Implications of proper Lorentz transformations having determinant one

Question

I'm presently studying the proper Lorentz transformations of a simple 1+1D Minkowski spacetime. What I know is that the matrices corresponding to those transformations have determinant of +1.

$$ det\left[\begin{array}{cc} \gamma & -\gamma \frac{v}{c^2} \\ -\gamma v & \gamma \end{array}\right] = +1 $$

What I don't know is what this implies in physical terms. Is there any practical reason why areas of a spacetime diagram should remain constant after applying such transformations? Are areas describing any meaningful quantity?

Answer 1

Here is a partial answer to your questions:

Are areas describing any meaningful quantity?

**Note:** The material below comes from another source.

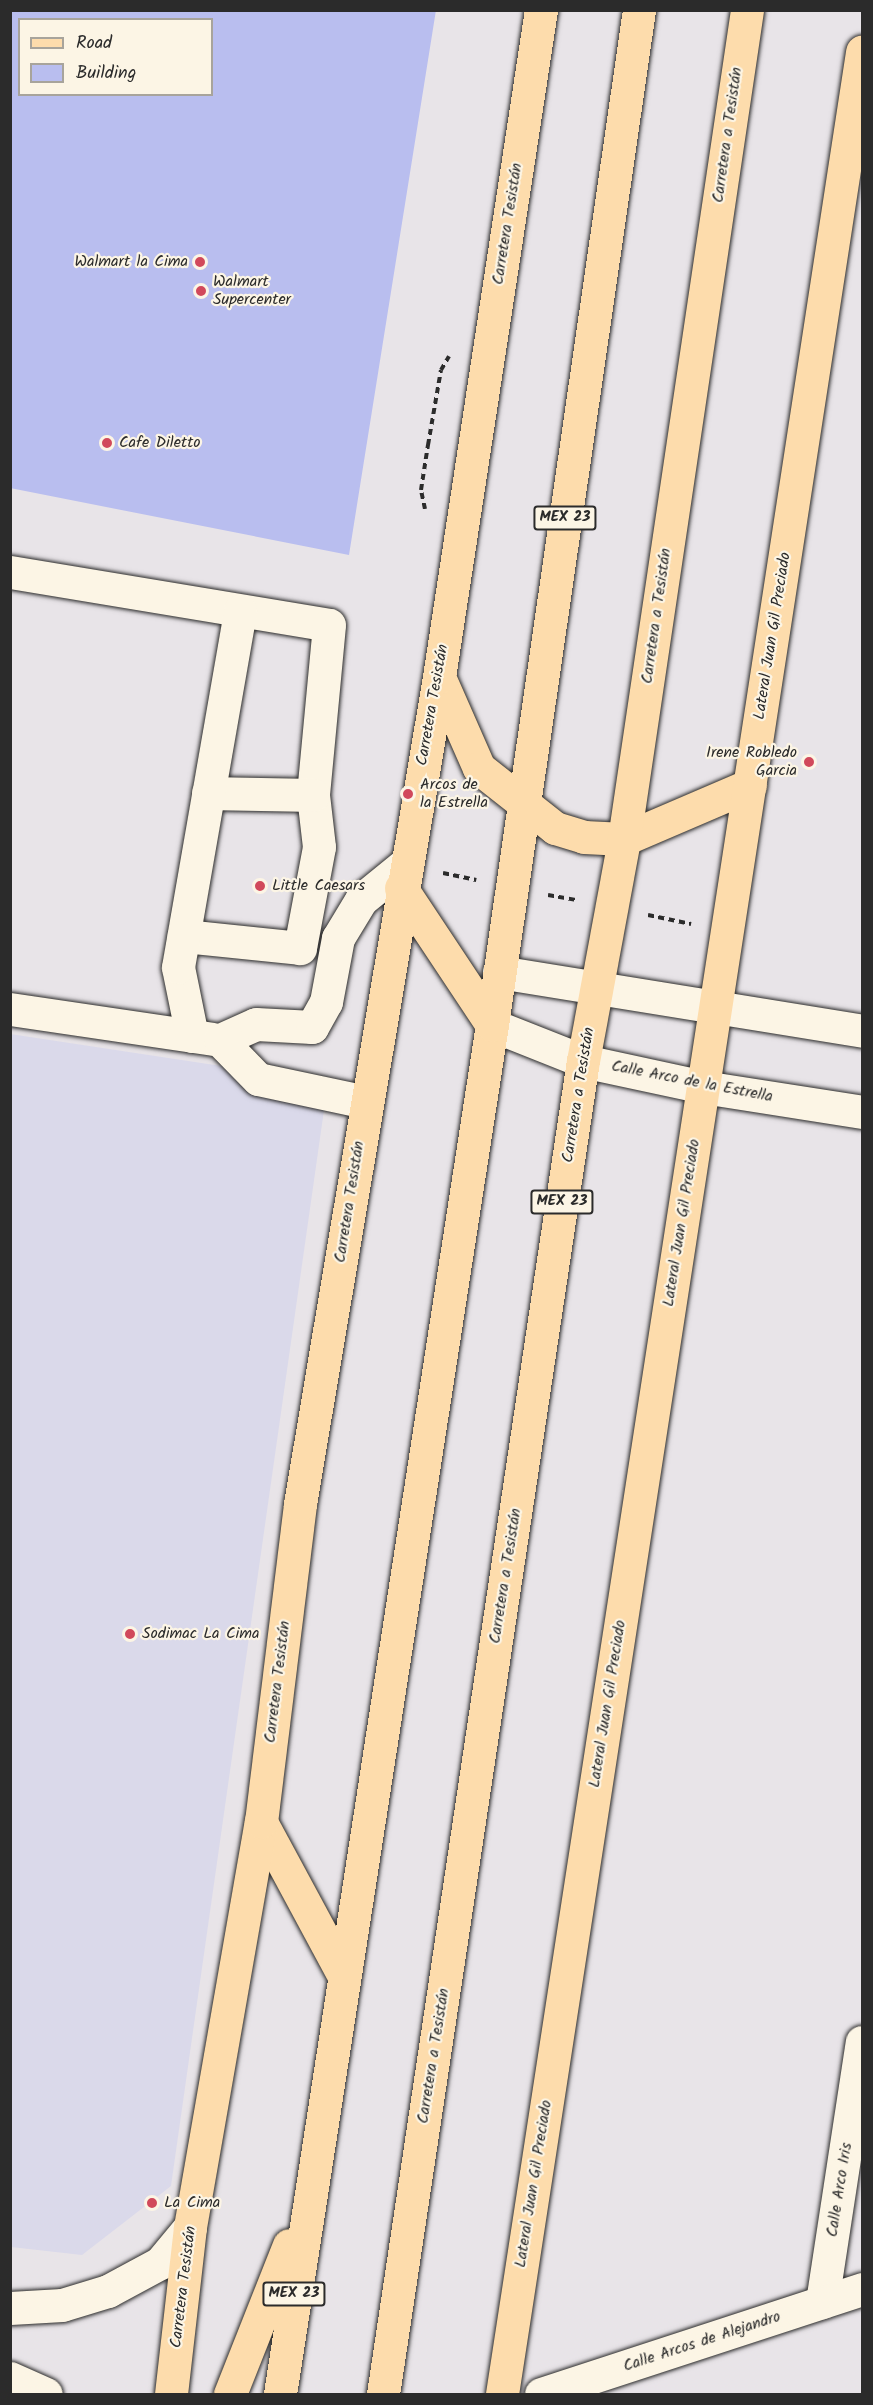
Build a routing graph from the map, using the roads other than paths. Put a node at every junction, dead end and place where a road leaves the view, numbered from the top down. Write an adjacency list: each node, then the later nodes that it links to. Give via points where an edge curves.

In (1+1)D-Minkowski spacetime, the area of causal diamond of OQ (the intersection of the causal future of event O and the causal past of event Q, where OQ is future causal) is equal to square-interval of OQ (the causal diagonal of the diamond).

This fact is exploited in my article
"Relativity on rotated graph paper"
American Journal of Physics 84, 344 (2016); https://doi.org/10.1119/1.4943251
which tries visualize the ticks (as traced out by a standard-issued light-clock) along piecewise-inertial segments on a spacetime diagram.
(See my entry at also https://www.physicsforums.com/insights/relativity-rotated-graph-paper/ )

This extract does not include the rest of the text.